# Given data

++++

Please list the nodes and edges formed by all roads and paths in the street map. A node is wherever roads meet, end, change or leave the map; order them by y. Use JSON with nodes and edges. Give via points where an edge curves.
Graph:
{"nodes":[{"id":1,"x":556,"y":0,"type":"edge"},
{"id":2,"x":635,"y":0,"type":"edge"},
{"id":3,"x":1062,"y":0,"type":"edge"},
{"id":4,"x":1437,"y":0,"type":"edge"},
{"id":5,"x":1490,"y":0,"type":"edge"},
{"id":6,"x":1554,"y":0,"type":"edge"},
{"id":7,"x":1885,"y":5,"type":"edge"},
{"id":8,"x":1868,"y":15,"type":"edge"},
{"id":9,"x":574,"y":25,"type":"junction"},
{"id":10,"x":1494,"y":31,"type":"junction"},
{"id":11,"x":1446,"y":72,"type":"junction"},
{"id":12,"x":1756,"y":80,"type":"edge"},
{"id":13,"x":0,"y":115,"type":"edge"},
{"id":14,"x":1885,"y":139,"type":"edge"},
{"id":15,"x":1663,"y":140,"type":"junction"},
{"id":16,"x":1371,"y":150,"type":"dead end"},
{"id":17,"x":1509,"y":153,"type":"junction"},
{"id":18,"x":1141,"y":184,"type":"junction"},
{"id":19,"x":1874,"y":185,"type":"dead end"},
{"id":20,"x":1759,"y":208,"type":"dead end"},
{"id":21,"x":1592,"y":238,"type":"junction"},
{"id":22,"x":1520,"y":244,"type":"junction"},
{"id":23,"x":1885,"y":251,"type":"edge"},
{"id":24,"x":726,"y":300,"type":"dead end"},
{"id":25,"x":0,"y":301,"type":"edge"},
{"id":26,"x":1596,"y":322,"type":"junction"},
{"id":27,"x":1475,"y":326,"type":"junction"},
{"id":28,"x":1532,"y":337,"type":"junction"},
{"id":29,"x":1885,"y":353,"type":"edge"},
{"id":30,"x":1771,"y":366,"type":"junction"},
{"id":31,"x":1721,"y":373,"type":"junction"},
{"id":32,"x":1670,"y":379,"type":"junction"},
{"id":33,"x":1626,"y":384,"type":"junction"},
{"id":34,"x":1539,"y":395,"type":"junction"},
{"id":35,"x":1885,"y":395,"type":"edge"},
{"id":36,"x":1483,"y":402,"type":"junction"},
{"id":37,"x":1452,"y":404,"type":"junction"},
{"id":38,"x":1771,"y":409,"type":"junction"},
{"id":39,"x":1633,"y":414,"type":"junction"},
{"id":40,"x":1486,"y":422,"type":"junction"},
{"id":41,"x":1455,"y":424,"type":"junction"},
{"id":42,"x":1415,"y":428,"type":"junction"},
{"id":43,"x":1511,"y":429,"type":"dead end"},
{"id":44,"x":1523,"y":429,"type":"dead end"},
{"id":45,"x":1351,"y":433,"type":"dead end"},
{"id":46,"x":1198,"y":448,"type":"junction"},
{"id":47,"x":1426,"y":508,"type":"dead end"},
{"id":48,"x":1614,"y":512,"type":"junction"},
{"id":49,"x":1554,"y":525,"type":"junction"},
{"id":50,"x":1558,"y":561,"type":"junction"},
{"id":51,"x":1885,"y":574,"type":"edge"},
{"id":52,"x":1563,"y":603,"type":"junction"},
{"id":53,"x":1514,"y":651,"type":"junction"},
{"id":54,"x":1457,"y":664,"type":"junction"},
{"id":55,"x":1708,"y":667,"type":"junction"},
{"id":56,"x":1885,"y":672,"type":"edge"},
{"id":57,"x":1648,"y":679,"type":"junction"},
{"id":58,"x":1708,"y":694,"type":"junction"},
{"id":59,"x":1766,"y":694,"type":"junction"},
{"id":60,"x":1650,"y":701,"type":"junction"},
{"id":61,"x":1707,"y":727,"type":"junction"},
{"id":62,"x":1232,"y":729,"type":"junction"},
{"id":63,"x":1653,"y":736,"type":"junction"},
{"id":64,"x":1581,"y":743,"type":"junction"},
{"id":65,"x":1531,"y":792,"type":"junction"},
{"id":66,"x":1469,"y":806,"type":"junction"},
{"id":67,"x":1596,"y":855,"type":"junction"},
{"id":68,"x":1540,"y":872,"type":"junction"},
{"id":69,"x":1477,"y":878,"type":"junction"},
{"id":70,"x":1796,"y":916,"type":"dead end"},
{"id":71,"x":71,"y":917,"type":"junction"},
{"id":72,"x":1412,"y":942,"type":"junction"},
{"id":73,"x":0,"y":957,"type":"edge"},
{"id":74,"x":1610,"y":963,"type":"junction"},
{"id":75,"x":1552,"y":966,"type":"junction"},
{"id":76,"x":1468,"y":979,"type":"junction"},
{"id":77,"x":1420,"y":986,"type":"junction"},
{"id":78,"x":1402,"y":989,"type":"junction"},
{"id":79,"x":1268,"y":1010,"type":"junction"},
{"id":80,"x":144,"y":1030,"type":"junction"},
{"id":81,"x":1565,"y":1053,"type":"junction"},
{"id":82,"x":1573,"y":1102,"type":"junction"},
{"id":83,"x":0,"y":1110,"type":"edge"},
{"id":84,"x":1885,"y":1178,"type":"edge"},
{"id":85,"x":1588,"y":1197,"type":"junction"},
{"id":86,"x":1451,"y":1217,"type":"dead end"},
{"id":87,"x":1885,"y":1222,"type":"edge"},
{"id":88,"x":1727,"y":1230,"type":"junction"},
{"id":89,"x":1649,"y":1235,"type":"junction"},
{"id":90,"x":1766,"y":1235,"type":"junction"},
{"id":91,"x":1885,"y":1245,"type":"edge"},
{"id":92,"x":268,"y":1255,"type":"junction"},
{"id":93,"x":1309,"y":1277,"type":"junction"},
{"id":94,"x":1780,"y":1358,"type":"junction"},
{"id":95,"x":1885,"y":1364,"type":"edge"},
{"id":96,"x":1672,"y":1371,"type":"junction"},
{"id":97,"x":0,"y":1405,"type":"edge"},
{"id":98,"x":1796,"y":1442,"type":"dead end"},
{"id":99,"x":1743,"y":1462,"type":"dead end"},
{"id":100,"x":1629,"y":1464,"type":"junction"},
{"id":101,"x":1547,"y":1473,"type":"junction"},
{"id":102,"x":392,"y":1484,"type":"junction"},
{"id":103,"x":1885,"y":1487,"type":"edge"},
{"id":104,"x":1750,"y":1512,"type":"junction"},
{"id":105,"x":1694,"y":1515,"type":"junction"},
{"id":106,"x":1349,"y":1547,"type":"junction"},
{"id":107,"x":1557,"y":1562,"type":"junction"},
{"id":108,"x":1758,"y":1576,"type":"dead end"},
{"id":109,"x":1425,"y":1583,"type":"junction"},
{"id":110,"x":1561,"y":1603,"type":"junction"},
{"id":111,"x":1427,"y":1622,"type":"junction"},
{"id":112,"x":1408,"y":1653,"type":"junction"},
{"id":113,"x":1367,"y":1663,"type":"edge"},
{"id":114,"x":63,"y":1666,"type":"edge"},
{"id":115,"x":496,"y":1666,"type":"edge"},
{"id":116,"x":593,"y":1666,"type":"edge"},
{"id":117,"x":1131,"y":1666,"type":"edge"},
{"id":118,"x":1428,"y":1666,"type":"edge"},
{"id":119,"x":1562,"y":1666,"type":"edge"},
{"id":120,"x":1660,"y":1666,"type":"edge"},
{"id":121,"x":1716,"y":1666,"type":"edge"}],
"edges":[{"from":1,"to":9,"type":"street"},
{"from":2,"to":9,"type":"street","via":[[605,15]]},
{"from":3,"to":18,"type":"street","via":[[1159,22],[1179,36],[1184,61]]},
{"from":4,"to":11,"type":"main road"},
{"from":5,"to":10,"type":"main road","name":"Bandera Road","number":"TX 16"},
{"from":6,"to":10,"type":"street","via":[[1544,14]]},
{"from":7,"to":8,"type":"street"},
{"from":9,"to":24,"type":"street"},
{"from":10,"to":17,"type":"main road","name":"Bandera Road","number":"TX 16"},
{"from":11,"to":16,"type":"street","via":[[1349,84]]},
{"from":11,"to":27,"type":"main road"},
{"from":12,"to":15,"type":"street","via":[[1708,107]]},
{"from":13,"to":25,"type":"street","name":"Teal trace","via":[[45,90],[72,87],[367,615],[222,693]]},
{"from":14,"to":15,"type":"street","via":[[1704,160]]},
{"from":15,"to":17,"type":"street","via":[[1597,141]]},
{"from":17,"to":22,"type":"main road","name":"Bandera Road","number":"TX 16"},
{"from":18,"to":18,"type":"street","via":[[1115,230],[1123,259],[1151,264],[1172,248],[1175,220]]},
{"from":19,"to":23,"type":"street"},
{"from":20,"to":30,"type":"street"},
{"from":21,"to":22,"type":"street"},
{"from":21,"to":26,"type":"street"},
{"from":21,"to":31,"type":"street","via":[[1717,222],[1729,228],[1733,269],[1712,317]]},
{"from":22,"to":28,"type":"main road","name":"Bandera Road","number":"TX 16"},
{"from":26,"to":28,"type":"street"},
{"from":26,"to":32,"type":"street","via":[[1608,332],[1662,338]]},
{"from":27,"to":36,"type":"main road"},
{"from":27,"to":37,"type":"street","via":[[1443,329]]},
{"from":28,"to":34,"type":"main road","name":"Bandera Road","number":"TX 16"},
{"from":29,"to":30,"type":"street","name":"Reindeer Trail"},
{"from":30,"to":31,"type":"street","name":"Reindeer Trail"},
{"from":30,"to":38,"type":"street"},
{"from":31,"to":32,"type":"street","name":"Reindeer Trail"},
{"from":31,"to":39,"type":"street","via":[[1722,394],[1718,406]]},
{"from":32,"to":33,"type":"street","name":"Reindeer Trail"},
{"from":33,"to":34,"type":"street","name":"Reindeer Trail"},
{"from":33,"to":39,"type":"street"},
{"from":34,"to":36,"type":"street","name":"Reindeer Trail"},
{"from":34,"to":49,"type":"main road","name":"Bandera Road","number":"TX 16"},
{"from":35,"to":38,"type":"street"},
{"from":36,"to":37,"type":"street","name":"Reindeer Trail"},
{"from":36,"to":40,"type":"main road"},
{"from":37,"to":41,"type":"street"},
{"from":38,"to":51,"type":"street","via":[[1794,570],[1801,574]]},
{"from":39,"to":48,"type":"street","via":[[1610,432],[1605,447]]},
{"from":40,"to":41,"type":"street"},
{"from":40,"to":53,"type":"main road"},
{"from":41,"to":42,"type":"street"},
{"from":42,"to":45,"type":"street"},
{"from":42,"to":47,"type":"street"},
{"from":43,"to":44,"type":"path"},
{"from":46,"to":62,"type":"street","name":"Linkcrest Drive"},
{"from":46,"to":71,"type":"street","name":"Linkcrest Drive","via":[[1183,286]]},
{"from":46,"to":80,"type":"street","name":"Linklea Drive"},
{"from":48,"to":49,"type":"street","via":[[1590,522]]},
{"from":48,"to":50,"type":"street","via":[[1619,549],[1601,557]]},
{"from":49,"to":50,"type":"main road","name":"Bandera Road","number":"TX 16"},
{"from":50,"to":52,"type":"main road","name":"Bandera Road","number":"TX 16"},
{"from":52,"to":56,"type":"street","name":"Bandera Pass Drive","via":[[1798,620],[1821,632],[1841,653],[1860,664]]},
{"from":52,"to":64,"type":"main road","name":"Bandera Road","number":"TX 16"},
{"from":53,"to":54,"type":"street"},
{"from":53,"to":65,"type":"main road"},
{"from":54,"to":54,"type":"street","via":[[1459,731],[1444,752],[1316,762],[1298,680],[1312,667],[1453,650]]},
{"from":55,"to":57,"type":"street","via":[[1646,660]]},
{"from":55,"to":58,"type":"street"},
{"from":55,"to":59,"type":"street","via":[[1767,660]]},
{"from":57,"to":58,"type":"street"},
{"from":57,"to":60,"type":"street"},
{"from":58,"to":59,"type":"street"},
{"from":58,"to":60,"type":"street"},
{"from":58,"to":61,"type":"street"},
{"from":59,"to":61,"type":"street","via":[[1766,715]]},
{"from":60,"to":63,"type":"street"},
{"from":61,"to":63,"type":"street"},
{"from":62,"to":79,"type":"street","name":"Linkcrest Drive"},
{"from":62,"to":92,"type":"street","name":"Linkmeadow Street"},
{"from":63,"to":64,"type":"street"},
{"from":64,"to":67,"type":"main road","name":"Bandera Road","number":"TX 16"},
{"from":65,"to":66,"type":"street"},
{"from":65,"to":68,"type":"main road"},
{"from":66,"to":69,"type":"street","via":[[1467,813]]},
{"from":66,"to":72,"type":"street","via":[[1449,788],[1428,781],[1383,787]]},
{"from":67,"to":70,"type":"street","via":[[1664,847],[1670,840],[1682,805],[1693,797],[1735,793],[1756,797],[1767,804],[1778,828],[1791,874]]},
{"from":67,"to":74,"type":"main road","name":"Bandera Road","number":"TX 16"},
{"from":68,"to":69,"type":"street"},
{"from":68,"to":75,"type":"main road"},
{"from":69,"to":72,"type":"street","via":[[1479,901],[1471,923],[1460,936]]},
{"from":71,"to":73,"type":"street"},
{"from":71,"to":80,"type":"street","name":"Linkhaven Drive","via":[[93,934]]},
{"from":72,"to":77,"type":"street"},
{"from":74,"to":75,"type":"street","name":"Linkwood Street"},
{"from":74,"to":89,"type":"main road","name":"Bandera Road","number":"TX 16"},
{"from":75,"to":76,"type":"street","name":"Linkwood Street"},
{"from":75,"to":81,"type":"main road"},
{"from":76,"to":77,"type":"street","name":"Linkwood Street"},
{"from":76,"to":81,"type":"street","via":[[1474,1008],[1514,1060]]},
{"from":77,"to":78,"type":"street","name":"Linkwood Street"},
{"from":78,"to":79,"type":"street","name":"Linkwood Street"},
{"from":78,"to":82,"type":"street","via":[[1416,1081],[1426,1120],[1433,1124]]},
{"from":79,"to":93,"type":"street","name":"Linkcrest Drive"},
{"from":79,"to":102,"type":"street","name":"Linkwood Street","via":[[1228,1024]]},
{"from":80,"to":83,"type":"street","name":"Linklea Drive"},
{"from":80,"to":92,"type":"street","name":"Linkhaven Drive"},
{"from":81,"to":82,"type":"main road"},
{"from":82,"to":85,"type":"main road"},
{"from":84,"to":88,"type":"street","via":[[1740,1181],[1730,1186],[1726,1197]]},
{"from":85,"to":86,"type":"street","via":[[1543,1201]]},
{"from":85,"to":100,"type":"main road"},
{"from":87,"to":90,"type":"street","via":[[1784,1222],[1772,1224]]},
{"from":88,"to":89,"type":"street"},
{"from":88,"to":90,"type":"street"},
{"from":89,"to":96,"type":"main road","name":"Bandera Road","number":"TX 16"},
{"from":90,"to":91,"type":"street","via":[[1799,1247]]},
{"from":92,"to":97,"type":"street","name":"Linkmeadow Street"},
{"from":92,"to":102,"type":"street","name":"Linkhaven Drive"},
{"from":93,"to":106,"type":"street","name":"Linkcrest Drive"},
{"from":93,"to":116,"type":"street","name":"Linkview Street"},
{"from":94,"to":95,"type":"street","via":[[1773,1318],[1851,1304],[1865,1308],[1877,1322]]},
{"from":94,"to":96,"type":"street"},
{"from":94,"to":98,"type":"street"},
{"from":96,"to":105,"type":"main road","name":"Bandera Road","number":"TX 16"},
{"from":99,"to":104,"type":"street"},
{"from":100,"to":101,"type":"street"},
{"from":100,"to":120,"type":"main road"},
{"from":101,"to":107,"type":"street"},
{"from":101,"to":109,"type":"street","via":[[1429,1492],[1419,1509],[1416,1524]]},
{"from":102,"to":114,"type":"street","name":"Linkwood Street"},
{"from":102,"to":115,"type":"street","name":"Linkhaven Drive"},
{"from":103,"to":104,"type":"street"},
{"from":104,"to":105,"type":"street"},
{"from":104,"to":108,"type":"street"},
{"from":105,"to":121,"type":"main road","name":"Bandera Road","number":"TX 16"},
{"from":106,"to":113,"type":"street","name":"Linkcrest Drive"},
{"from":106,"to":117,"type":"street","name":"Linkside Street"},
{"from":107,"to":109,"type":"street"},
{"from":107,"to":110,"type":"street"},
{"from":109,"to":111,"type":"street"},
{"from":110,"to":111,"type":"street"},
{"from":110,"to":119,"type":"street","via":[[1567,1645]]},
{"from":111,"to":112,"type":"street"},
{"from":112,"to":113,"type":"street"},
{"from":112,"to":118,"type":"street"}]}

++++

# Instructions to follow
Please copy every line of the records above in which "Linkwood" appears.

# Result below
{"from":74,"to":75,"type":"street","name":"Linkwood Street"},
{"from":75,"to":76,"type":"street","name":"Linkwood Street"},
{"from":76,"to":77,"type":"street","name":"Linkwood Street"},
{"from":77,"to":78,"type":"street","name":"Linkwood Street"},
{"from":78,"to":79,"type":"street","name":"Linkwood Street"},
{"from":79,"to":102,"type":"street","name":"Linkwood Street","via":[[1228,1024]]},
{"from":102,"to":114,"type":"street","name":"Linkwood Street"},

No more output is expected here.